Ci sediamo a terra con la schiena contro il muro.
Stendo una gamba davanti a me e piego l'altra, ci appoggio sopra un braccio, riverso in dietro la testa e chiudo gli occhi.
-Dove sei stata in questi anni?-
Mi mordo il labbro e trattengo le lacrime. -Via-
-Sì, ma dove?- insiste nuovamente.
-In un altro stato-
-Dove di preciso?-
-West Point- gli concedo di sapere almeno la città ma mi riprometto di non andare oltre. Se sapesse che sono andata all'Accademia non so come reagirebbe e che domande mi potrebbe fare. Le persone che lo hanno saputo mi hanno dato di matta e incosciente. Lui meno che altri potrebbe capire.
-Te ne sei andata per me?-
Rifletto su questa domanda. Me ne sono andata per lui? Forse, in parte ma non solo. Non è l'unico motivo per cui ho deciso di andarmene. Qui non mi sentivo a casa e volevo provare a intraprendere una nuova strada. Forse quella giusta.
Alzo lo sguardo e vedo una finestrella a circa tre metri da terra. Quella finestrella non solo mi offre la possibilità di uscire dal capannone ma di evitare anche la sua domanda.

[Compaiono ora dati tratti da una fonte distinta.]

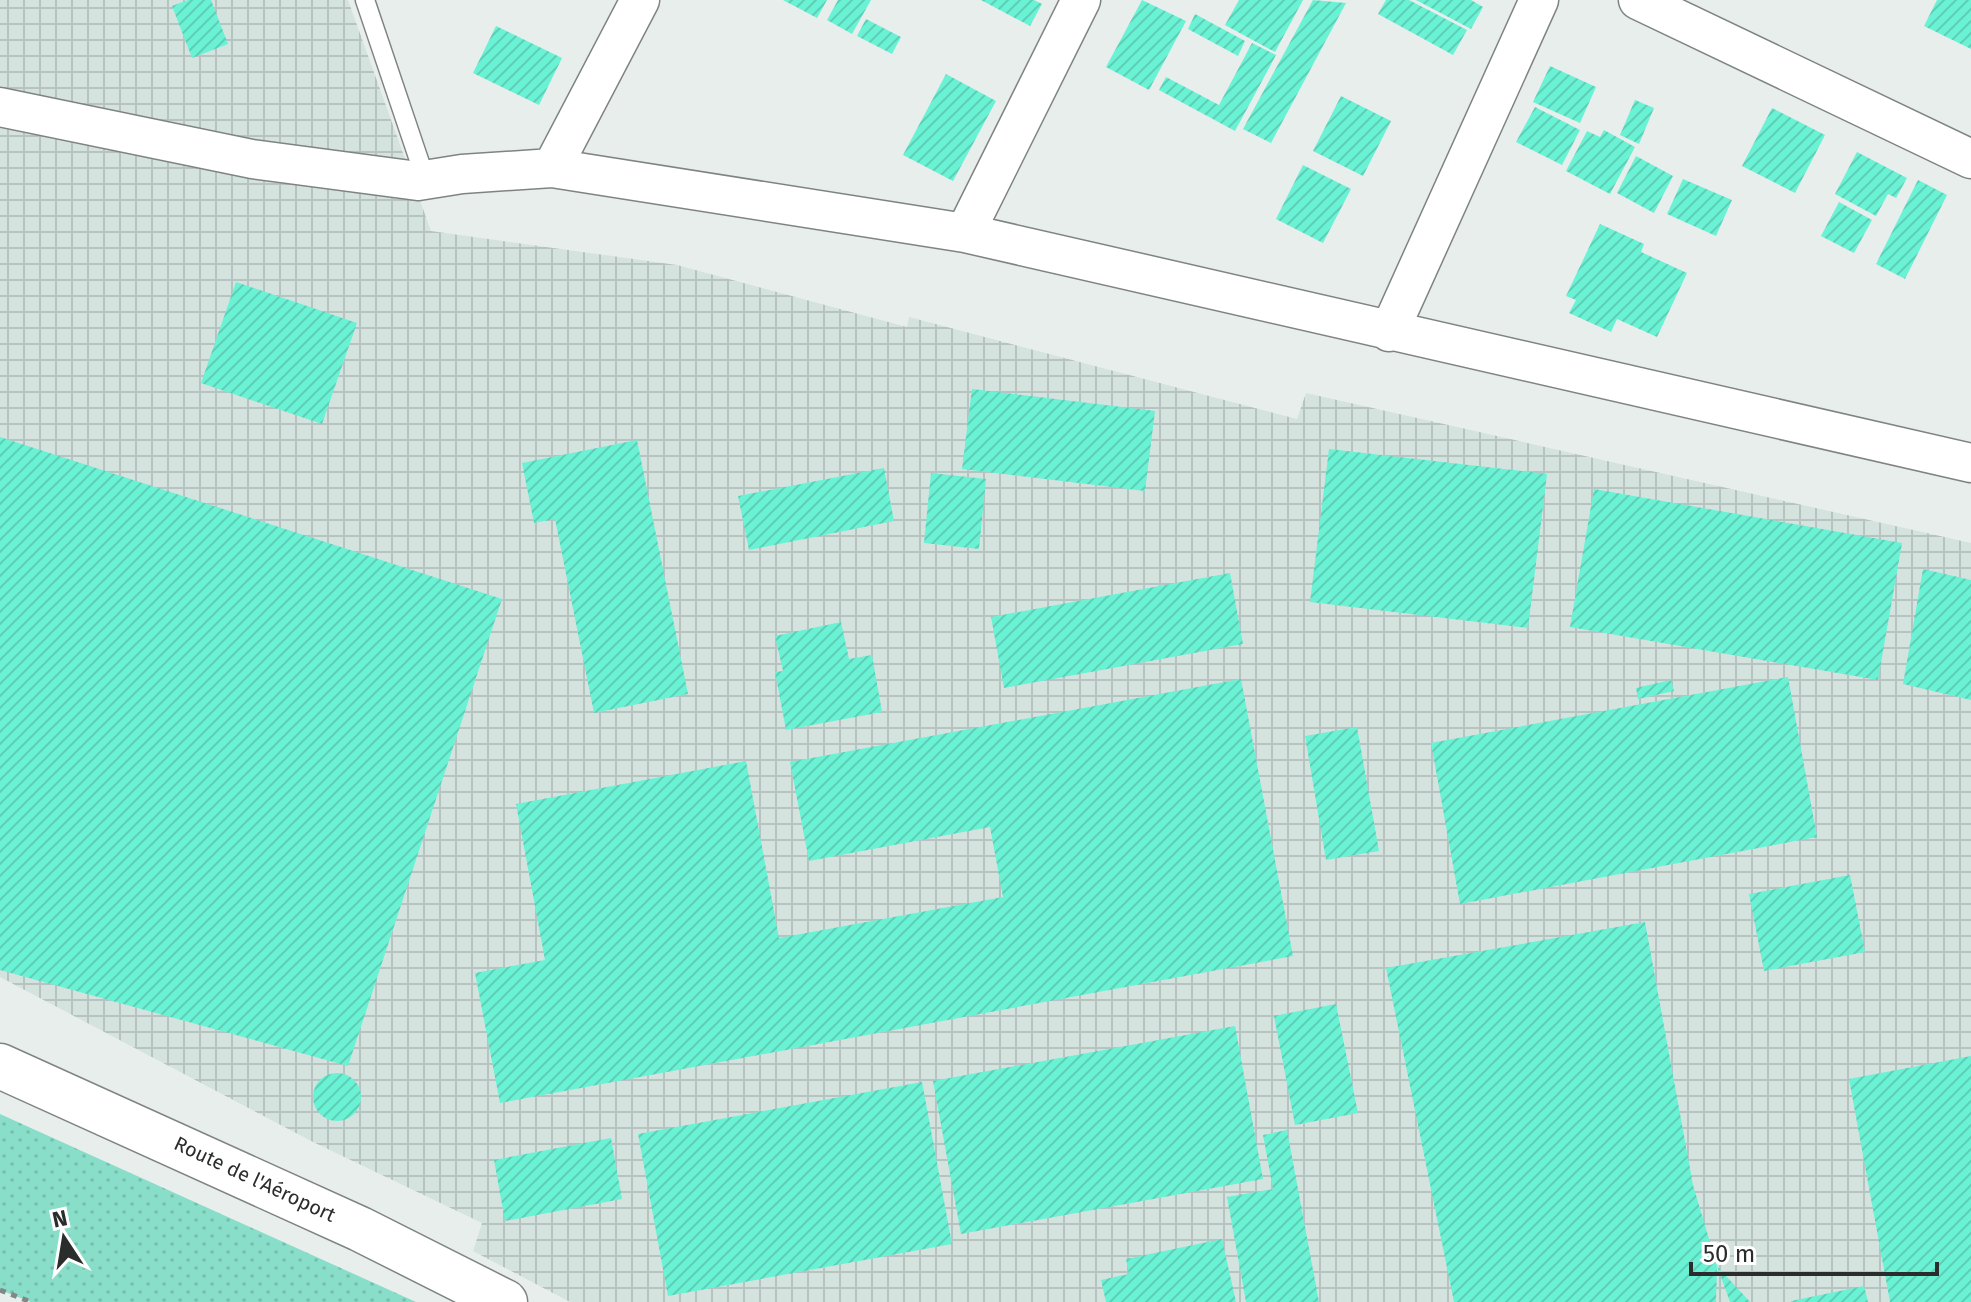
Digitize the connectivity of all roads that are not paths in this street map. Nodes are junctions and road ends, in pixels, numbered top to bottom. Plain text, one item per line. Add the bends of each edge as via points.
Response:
1 (365, 0) edge
2 (640, 0) edge
3 (1081, 0) edge
4 (1539, 0) edge
5 (1638, 0) edge
6 (0, 107) edge
7 (1971, 159) edge
8 (420, 163) dead end
9 (552, 168) junction
10 (965, 233) junction
11 (1389, 332) junction
12 (1971, 463) edge
13 (0, 1066) edge
14 (505, 1302) edge

1 - 8 lane
2 - 9 street
3 - 10 street
4 - 11 street
5 - 7 street
6 - 9 street via 252,159 418,181
9 - 10 street
10 - 11 street
11 - 12 street
13 - 14 main road, Route de l'Aéroport via 360,1229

Mi alzo e corro verso essa, sistemo il carrello delle palle prima raccolte e cerco di arrampicarmi.
-Cosa stai facendo?-
-Esco di qui- rispondo alzandomi in piedi sul carrello, questo traballa un po' e cerco subito un sostegno.
Dylan scatta verso di me. -Attenta, ti potesti far male-
-Tranquillo-
Riesco a raggiungere la finestrella e la apro, faccio passare prima le mani e mi afferro alle pareti esterne.
Faccio passare anche il resto del corpo e mi lascio cadere su una piccola piattaforma.
Non avevo pensato che l'altezza della finestrella all'interno corrispondesse anche a quella esterna. Scivolo sulla piattaforma fino a una grondaia e lasciandomi scivolare sul ferro vecchio e arrugginito riesco finalmente a poggiare i piedi a terra.
Lascio un sospiro di sollievo.  Faccio il giro del capannone e vedo che davanti alla porta c'è un altro carrello carico di palloni da rugby, deve essere stato quello a impedire il passaggio. Mi domando chi lo abbia messo lì.
-Alexis!- mi volto in direzione della voce e vedo James corrermi in contro.
-Che fai ferma lì, dai andiamo!-
-Veramente io...- mi volto verso la porta del capannone. Dovrei almeno spostare il carrello per permettergli di uscire, ma in fondo  cosa mai gli potrà fare qualche altro minuto lì dentro?
-Andiamo- gli sorrido e lo seguo verso il parcheggio.